Wednesday, January 15, 2020

Change of Plans


In Isaiah 49:1-7, we hear God's chosen servant experience a crisis of vocation: "The Lord called me before I was born...He said to me, 'You are my servant, Israel, in whom I will be glorified.' But I said, 'I have labored in vain; I have spent my strength for nothing and vanity." Whoever it is whom God has chosen and called to a lifetime of work--be it a particular person or the entire nation of Israel--that figure has reached a moment when the work has proven utterly fruitless. From before the servant was born, God has called him to have a sword-like mouth and an arrow-like identity. He was to speak clearly and sharply and divisively. He was to proclaim the sharpness of God's word with deadly precision. But the result has been empty. He has nothing to show for it.

Still, though, the servant has faith and hope--perhaps not in his own ability but in God's ability despite the servant's own failures: "...yet surely my cause is with the Lord, and my reward with my God." The prophet-figure knows that he has been faithful, offering his life to God and putting his trust in God. The servant's crisis, therefore, is not endless or bottomless. It is just a good old-fashioned recognition of failure. But the prophet is willing to look beyond it and search for God on the other side of that failure.

In that openness, the servant discovers a change in plan: "And now the Lord says, who formed me in the womb to be his servant, to bring Jacob back to him, and that Israel might be gathered to him...'It is too light a thing that you should be my servant to raise up the tribes of Jacob and to restore the survivors of Israel; I will give you as a light to the nations, that my salvation may reach to the end of the earth.'" In other words, if your intended audience did not respond to your message, perhaps it's because you're not thinking big enough. Like a product launch that didn't take off because the target market wasn't big enough, the servant is told by God to expand his ministry beyond the original plan.

Be clear that this is not a proclamation that Jacob and Israel will be left behind. In the very next sentence, God is identified as "the Redeemer of Israel and his Holy One." This isn't God pivoting from one audience to another. It is a recognition that the real fruit of this prophet's ministry can only be realized when the power of God's salvation is carried through the covenant people of Israel to the ends of the earth. Then, "kings shall see and stand up; princes, and they will prostrate themselves." And why will the peoples and nations of the earth take notice? "Because of the Lord, who is faithful, the Holy One of Israel, who has chosen you."

God's work of salvation--the making right and just and good for all time of all things--is always bigger than we expect. In fact, God's universal saving work is so big that to attempt to limit it is to misunderstand it. "It is too small a thing...," the Lord declares to the servant.
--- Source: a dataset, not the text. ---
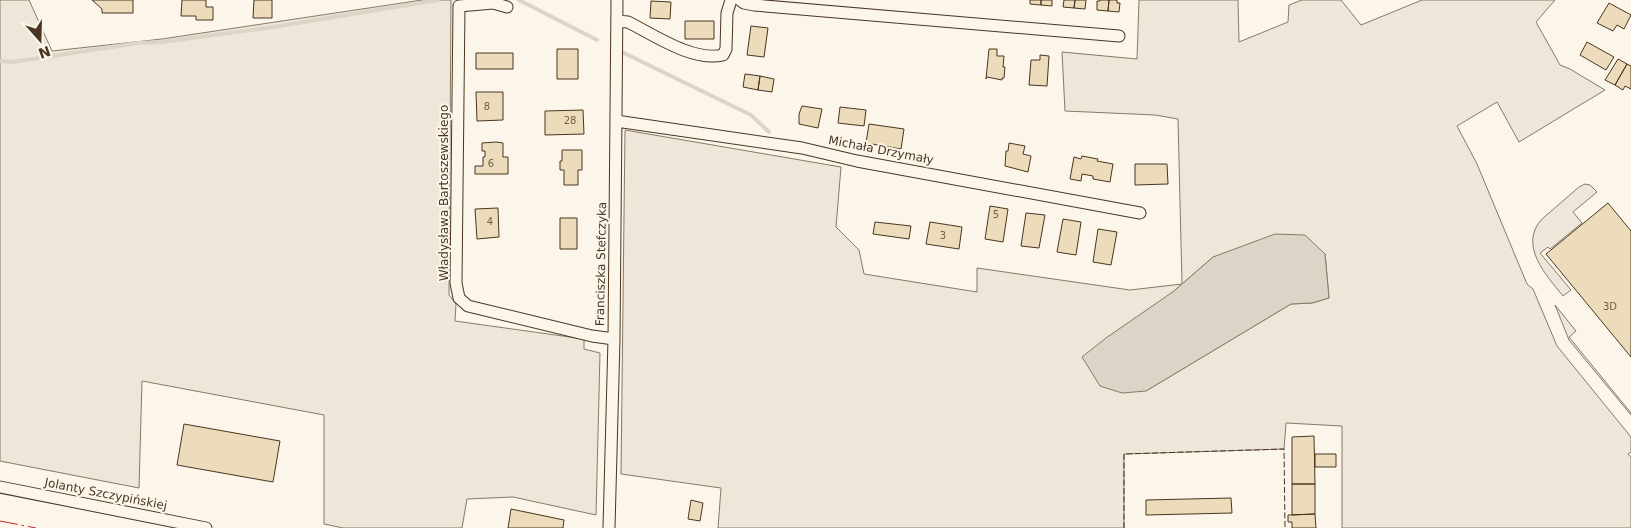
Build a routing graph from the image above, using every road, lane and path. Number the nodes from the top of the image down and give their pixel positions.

If those who are working on God's behalf cannot see beyond the task in front of them, if they cannot recognize that their ministry is part of something bigger and not only an end in itself, then the ministry cannot be fruitful.

What an important reminder for today's church! The work in front of us is critical. It is our family, our congregation, our program, our ministry. It is our community and those we interact with on a regular basis. All of that is good and right, but it is forever part of something much, much bigger. If the work of growing the reign of God and making disciples for Jesus in your setting is a struggle, maybe it's because that work has lost touch with God's universal work. Maybe God has a change of plans in store for you and your work. It is too small a thing that the work of the gospel be limited in any way. People are hungry for something bigger than another place to spend a few hours on a Sunday morning. They want their own personal, tangible participation to contribute to the wider work of the world's transformation. It may start small, but it is too small a thing for it to stop there.